From the tyranny of email — a tool that was supposed to make life quicker and easier but instead extends our working hours — to Social Media, a method of communication that has only magnified our feelings of insecurity and mistrust.
The pernicious impact of technology has never been felt more keenly as it was last Saturday afternoon by Liverpool football fans who watched as their team were denied a legitimate goal by a ‘significant human error’ on the part of VAR referees who screwed up the online technology. Two red card decisions were also debatable. None of this would have mattered had Liverpool won the game (unlikely once the team had been reduced to nine players), but with the margins for winning the League so fine, and the millions at stake between fifth and fourth place, such errors can have a huge affect. Worse, they sap energy from the game. If the supporters, already paying inflated prices to attend, are no longer able to trust the judgements they’ve been assured are infallible thanks to VAR, it’s hard to maintain trust. If the evidence of what you are seeing can be challenged or ignored, why care about anything at all?
This Orwellian world where onside is offside, where more time is less time, where connection is loneliness, engenders a sense of destabilisation in us all.
Bad actors take advantage of this, whether it be Putin spouting his nationalist poison, shutting down all forms of dissent, or Elon Musk allowing Twitter (X) to be invaded in the name of free speech by an army of cranks, propagandists, and liars. Conversation becomes addled by a flood of disinformation, the effort required to distinguish fact from fantasy too exhausting for people. This allows he who shouts loudest and longest to profit — cf. Donald Trump.
Even within the petty politics of the UK, such methods of deception are now being rolled out in readiness for the next General Election. The PM Rishi Sunak decries 15-minute cities and the supposedly harmful affects they’ll have on personal freedoms. Having narrowly held onto Uxbridge and Hillingdon in a recent by-election after stoking unfounded fears about the ULEZ extension, the Govt now sees this world of dis-information as a route to success. To be frank, after thirteen years in power, it’s all they’ve got left.

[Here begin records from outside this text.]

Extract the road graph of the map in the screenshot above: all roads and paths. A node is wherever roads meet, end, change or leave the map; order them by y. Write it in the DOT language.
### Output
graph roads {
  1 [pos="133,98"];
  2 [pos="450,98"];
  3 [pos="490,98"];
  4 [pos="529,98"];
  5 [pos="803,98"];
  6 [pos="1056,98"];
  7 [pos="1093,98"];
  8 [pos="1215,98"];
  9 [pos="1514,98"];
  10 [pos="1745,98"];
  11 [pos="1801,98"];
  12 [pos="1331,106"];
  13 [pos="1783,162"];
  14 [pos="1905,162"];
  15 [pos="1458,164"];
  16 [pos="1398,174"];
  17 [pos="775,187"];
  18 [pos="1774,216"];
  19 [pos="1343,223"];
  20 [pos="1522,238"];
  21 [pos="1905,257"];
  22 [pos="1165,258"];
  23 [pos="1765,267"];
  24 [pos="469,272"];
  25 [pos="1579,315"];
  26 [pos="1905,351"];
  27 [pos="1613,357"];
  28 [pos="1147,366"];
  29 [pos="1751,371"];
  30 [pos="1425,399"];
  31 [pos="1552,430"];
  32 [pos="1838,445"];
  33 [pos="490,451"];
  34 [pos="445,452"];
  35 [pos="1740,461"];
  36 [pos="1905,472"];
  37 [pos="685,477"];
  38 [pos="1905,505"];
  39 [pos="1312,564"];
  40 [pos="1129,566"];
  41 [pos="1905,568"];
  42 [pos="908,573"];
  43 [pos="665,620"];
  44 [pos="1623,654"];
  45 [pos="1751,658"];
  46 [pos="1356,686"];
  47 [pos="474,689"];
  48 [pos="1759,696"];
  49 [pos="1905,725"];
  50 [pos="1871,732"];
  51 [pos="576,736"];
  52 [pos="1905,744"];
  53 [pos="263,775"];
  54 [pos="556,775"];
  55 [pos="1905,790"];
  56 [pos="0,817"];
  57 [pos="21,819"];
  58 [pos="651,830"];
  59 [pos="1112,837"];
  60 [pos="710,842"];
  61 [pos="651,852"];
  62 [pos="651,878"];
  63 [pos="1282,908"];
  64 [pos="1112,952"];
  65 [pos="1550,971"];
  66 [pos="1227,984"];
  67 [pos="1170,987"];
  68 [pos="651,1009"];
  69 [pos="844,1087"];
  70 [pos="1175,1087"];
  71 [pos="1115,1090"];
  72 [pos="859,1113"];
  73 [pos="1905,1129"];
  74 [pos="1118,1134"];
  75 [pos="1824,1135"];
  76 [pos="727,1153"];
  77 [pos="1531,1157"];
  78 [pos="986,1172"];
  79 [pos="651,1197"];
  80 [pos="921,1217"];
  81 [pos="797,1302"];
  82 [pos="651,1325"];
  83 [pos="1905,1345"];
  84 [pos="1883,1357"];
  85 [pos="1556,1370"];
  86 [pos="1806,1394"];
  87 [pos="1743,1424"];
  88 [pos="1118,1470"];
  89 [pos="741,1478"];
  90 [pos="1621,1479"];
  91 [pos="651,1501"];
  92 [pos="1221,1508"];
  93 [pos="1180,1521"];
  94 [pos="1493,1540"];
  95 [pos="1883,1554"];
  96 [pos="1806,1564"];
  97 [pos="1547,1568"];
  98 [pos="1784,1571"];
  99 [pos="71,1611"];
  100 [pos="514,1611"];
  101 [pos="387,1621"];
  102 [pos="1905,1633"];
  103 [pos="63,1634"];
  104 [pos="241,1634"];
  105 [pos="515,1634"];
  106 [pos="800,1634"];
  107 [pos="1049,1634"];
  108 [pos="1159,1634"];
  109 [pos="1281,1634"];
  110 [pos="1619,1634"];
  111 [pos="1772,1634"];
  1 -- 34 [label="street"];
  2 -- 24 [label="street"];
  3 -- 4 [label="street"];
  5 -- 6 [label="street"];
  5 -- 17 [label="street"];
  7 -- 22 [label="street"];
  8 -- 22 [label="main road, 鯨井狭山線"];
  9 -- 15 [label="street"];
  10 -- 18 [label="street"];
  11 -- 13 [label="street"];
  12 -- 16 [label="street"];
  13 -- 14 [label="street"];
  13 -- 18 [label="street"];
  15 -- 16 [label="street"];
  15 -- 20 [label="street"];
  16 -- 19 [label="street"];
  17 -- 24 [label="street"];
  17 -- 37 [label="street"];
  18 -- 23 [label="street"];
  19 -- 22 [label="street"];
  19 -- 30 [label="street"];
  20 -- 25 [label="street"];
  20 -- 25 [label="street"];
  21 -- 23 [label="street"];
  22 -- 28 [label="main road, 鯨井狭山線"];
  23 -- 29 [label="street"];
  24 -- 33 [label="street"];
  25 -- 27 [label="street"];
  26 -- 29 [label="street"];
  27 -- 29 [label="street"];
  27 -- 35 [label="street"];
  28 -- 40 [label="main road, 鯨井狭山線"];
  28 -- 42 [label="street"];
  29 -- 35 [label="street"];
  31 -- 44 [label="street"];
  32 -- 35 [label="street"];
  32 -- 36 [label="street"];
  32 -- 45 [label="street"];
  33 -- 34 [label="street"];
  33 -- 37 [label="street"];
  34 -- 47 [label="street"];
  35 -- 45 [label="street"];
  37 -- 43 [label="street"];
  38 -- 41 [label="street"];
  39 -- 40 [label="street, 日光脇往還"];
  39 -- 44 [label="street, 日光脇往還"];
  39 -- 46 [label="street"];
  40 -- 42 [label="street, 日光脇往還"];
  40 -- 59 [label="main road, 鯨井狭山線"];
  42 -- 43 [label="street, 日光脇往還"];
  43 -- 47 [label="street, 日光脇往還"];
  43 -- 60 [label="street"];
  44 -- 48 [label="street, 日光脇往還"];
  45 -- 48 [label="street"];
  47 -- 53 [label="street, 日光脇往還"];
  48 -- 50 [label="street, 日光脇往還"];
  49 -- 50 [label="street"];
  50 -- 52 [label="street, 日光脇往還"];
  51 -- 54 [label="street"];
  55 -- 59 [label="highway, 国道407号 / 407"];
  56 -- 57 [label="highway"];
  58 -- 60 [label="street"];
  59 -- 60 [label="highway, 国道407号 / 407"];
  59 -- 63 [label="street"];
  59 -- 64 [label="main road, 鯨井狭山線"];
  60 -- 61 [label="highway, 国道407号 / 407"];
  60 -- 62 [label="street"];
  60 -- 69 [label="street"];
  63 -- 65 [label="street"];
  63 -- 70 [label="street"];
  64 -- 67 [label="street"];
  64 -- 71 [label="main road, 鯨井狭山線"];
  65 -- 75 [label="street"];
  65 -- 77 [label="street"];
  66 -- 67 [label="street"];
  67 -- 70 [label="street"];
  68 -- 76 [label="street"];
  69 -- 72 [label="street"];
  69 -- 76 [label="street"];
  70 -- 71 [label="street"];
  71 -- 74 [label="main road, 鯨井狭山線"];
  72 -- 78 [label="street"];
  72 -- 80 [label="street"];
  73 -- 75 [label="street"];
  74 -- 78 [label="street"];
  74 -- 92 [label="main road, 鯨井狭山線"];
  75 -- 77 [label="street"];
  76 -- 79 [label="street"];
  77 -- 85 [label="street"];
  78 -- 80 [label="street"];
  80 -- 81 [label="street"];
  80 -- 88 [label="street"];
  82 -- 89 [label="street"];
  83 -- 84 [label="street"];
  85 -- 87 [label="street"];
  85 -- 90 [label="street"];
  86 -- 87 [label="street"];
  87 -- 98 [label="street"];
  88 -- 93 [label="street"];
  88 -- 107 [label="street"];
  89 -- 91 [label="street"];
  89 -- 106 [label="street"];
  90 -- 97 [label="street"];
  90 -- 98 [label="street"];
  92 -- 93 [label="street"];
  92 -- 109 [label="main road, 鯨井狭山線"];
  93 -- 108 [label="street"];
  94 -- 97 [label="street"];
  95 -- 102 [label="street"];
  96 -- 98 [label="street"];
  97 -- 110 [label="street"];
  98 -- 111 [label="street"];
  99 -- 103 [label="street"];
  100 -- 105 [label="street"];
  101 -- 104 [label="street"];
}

While all this continues, Chat GPT and Generative AI make further leaps and bounds, eradicating a multitude of tasks once accomplished by dedicated workers. In response to this job eradication, we shrug, unable to understand how we might stop it, believing that if we don’t embrace such technological advances, we’ll be handing the future to people who will.
Perhaps inbuilt into this mechanical tsunami are the roots of its own destruction. Maybe those who adopt it without sufficient consideration will be the first to lose. The revolution will commence amongst societies who have most cruelly disregarded the humanity of their citizens.
Like the men of the early twentieth century, enslaved by Industrialisation and unquestioned promises of progress, a generation of people will be left to rue decisions made, watching the life they knew and understood rapidly dissolve around them.
As of today, it already feels as if something similar is happening on The Kop.